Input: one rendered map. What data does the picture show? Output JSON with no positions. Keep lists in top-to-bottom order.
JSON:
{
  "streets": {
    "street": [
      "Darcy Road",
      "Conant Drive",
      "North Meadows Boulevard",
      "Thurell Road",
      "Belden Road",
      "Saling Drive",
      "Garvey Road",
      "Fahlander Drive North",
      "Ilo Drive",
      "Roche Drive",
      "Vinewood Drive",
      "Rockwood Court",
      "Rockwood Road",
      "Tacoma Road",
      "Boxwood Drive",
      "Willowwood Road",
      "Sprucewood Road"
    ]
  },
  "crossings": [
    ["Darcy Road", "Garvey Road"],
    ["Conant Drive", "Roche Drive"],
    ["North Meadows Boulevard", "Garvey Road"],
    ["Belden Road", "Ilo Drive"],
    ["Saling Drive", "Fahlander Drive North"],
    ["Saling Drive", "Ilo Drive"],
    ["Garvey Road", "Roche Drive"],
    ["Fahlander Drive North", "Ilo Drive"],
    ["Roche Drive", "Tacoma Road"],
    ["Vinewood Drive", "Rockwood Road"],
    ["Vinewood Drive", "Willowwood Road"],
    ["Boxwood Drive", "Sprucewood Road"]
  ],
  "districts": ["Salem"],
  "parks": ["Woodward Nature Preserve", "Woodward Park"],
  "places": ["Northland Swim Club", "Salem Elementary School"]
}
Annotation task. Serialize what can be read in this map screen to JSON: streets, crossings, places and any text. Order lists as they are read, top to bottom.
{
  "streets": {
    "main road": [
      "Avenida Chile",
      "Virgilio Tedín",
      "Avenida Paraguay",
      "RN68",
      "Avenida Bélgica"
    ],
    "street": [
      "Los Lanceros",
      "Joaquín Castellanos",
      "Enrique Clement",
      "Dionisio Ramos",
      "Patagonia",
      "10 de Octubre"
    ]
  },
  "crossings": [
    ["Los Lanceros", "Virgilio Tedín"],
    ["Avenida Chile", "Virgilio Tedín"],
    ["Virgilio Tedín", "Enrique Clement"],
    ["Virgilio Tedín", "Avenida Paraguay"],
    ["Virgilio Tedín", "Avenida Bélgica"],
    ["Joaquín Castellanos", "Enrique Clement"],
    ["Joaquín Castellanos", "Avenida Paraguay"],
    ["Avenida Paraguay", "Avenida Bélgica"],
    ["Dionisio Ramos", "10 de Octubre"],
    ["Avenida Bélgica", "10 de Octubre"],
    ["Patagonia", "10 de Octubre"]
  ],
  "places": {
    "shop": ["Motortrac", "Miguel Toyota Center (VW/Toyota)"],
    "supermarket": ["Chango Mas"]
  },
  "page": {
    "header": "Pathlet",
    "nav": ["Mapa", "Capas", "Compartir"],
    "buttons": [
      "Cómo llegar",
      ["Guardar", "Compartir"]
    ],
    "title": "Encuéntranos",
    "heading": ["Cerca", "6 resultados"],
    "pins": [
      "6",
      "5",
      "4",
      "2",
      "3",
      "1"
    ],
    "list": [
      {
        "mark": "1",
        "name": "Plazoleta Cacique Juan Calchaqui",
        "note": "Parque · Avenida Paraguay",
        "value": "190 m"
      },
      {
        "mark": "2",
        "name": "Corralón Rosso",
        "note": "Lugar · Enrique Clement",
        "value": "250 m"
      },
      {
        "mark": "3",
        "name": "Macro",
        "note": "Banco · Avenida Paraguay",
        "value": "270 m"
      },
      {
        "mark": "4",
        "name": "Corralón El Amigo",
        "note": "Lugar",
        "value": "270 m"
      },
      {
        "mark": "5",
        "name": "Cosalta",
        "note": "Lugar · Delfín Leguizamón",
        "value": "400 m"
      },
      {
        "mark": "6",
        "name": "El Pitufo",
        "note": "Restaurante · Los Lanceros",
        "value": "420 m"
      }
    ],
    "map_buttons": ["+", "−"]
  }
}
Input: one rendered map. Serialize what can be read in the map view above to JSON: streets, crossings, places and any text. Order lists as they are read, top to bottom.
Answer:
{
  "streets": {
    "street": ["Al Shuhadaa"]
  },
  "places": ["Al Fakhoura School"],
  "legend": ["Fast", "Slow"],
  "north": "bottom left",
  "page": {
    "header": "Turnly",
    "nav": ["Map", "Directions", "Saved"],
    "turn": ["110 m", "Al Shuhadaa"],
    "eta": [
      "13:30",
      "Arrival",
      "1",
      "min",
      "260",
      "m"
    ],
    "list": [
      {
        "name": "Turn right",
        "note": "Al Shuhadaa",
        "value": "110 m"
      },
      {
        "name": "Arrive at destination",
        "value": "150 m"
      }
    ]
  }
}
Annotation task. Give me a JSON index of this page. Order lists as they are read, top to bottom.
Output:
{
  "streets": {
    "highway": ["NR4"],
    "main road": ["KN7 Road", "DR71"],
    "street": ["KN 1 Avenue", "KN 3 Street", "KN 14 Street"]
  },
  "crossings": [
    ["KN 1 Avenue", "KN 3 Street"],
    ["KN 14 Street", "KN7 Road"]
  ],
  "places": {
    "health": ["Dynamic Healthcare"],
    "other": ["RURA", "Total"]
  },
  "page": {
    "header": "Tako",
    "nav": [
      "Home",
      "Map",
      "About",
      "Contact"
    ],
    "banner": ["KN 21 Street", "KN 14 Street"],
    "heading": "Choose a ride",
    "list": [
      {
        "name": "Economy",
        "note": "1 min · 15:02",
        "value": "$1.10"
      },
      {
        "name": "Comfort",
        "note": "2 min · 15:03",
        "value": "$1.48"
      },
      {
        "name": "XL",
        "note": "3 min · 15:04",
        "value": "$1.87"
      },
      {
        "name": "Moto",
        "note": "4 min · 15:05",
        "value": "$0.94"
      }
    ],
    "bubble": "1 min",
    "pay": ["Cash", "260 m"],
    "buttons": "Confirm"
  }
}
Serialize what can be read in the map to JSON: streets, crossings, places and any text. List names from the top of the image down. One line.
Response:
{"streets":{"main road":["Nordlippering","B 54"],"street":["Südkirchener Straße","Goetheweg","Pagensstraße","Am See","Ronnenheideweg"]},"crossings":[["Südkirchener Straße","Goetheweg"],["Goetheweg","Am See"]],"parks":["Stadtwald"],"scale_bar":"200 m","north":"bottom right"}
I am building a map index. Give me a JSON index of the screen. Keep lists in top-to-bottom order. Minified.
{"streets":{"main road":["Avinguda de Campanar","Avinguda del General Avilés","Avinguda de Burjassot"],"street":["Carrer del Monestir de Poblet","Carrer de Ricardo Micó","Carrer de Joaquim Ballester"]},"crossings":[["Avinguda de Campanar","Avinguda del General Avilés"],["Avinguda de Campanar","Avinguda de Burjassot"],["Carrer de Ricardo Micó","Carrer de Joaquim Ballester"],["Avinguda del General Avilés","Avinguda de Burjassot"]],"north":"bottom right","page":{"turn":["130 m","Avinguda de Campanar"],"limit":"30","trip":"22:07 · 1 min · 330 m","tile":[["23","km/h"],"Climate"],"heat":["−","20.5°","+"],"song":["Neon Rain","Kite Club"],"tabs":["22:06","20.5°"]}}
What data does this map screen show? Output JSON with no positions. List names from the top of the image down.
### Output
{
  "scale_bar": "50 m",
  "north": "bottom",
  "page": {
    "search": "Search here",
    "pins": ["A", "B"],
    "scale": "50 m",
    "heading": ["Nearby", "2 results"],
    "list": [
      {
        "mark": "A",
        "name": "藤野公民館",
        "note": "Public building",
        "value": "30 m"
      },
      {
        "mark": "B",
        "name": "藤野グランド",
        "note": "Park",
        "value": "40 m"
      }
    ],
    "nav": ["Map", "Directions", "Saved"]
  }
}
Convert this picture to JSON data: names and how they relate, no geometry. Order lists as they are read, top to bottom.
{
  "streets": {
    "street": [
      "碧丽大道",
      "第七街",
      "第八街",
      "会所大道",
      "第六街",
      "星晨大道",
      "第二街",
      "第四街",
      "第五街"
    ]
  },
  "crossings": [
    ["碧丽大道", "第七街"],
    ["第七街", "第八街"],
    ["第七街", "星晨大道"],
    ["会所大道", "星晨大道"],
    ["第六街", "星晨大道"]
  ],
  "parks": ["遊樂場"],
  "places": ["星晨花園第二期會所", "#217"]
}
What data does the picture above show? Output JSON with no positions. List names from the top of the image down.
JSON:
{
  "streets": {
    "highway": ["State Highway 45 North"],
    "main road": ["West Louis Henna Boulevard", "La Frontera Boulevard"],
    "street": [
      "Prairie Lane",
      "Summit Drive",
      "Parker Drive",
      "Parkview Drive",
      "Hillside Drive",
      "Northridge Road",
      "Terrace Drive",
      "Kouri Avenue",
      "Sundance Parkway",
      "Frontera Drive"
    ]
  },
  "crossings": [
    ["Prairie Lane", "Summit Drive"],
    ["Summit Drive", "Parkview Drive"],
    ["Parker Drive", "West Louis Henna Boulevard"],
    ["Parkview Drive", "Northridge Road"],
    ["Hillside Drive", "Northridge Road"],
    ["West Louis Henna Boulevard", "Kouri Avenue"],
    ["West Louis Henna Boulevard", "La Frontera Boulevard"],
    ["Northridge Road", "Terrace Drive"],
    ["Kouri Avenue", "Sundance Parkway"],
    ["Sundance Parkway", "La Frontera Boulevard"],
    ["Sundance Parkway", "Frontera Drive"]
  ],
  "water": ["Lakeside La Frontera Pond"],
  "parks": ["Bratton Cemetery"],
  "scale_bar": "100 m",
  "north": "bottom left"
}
※
What is being asked — Lines that contain "building" are the result; find them in the entries above and copy each one.

Result of this exercise —
I am building a map index. Give me a JSON index of the screen. Keep lists in top-to-bottom order. Minified.
        "note": "Public building",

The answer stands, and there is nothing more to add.